Distrust in America’s foreign and monetary policies, unrelieved by the election of Donald Trump, is going to be a “big opening” for libertarians in 2020, former Texas Republican Congressman Ron Paul told the Washington Examiner.
Trump was able to co-opt much of the messaging [against -p] an establishment that has maintained a bipartisan consensus on these issues without offering much of substance to voters committed to the values of freedom.
“The appearance of the libertarian movement has been set back partially because of Trump, but intellectually we’ve been doing well,” Paul said. “We as libertarians have some work to do before [voters] are going to accept a true-blue libertarian, but I think moving in that direction and having a popular candidate is very possible” in 2020.
“We’re on the verge of something like what happened in ’89 when the Soviet system just collapsed,” Paul told the Examiner. “I’m just hoping our system comes apart as gracefully.”
The Examiner noted that Paul doesn’t think the U.S. will break up the way that the Soviet Union did, but rather that the U.S. will have to deal with its unsustainable foreign policy and the Fed-driven monetary policy that helps fuel it.
“I think our stature in the world and our empire will end, and that’s when, hopefully, the doors will be open and [people will] say, ‘Hey, maybe these libertarians have some answers to this’,” Paul told the Examiner. “If they only hear our message, I know they would choose liberty and sound money and freedom and peace over the mess we have today.”
“I think the foreign policy is a total disaster,” Paul told the Examiner.”Trump’s approach sounds good one day but the next day he’s antagonizing everyone in the world and thinks we should start a war here and there.”
Paul also said he’d be delighted if Trump fired Attorney General Jeff Sessions, who has been a disaster for civil liberties, although he’s not optimistic the replacement would be any better.
“This time when we have a permanent war on terrorism there’s no backing off — and with the war on immigrants, and the borders,” he said. “Anybody who thinks we’re not doing too badly has not been flying on an airplane lately. That’s about as authoritarian-fascism as you can get.”
Paul said government policies that steer money to the wealthy create understandable anger among poorer Americans — pointing to the success of Sen.
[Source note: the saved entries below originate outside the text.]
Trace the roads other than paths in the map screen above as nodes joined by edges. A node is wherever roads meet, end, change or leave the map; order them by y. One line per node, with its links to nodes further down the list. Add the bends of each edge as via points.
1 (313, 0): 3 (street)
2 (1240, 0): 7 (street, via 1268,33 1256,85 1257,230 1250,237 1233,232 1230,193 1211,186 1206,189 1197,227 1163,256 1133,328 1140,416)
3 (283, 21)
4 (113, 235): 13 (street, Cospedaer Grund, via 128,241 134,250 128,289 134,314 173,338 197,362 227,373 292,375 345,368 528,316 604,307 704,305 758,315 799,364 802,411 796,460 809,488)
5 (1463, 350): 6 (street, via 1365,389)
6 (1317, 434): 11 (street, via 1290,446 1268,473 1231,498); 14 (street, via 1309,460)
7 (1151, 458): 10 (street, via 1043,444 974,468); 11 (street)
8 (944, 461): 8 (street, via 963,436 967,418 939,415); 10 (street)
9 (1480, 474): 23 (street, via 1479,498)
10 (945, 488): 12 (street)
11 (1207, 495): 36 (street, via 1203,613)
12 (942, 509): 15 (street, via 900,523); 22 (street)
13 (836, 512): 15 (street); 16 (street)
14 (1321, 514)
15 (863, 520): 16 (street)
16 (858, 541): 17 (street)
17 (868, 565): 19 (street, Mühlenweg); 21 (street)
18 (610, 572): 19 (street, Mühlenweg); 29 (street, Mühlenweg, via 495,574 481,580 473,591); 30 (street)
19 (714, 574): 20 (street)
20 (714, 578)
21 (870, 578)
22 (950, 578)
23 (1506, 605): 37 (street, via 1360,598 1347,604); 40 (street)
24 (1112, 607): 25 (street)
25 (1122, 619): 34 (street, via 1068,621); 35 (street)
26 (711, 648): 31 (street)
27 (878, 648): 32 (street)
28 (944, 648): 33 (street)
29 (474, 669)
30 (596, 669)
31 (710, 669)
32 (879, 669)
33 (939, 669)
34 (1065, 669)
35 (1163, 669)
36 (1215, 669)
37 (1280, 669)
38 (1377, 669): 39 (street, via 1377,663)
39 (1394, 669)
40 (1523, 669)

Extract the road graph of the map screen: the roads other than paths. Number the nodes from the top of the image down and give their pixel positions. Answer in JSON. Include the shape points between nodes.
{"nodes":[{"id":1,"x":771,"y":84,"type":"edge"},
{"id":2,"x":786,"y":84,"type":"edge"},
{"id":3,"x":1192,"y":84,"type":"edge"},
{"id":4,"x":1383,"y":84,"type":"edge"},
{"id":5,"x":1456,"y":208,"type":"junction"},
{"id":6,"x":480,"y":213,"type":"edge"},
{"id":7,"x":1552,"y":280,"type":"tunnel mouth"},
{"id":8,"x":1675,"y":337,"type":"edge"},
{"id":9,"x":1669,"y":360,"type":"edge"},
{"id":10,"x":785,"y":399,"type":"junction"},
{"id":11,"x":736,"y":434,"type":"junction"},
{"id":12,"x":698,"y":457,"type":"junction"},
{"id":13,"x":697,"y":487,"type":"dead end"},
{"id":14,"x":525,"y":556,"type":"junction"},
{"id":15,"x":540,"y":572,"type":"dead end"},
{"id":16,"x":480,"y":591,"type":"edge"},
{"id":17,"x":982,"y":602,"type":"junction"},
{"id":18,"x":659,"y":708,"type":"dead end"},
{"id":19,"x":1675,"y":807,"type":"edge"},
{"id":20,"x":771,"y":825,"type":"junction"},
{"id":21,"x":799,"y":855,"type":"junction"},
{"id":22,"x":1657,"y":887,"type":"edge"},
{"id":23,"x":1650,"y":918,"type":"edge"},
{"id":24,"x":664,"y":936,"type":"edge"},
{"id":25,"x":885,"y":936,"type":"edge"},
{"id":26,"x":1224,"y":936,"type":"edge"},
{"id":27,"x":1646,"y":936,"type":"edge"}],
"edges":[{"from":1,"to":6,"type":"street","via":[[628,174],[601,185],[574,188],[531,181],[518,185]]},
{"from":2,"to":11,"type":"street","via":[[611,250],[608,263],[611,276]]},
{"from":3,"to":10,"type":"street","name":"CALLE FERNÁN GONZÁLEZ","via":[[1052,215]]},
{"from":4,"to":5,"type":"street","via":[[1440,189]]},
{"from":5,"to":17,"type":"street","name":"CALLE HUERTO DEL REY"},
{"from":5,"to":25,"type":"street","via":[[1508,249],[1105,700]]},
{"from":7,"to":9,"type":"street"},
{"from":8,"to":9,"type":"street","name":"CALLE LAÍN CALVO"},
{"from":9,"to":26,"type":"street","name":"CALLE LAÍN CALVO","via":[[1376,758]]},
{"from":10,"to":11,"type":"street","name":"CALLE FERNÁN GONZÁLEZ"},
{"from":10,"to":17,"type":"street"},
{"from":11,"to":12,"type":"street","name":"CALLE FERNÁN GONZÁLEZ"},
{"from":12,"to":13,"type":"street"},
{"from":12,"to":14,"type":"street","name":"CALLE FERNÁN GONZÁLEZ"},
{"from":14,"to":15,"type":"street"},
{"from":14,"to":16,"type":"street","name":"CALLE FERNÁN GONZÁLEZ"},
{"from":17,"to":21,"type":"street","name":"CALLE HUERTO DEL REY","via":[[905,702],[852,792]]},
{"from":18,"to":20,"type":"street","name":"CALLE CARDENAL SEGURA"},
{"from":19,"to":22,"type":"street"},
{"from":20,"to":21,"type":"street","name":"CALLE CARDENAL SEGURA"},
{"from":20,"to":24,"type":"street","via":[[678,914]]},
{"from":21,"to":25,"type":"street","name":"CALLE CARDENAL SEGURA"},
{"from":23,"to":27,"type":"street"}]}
Bernie Sanders, the Vermont socialist, in his 2016 campaign for the Democratic nomination. Paul said a libertarian answer, halting inflation and “crony capitalism,” would result in more freedom.
IPR note: Steven Nelson’s article at the Examiner says that Ron Paul was referring to a prospective libertarian Republican primary challenge to President Trump, but Krayewski at reason uses uncapitalized libertarian throughout the article and capitalizes it in the title along with every other word. Nelson’s original headline is about a GOP primary challenge, but if Ron Paul actually told him whether he was referring to a libertarian Republican candidate or a Libertarian Party candidate in the general election, it was left out of anything actually put in quotes in the article.
It is possible, as far as we know at this time, that Paul just referred to “libertarian” verbally and Nelson assumed he meant libertarian Republican. However, it’s also possible that Ron Paul made the “Republican” part explicit and it was just left out of his quotes in the article. As Krayewski notes, Ron Paul took both approaches at various times in his political career. From what I have read elsewhere, he personally quit the GOP for a second time just after the end of their 2012 national convention.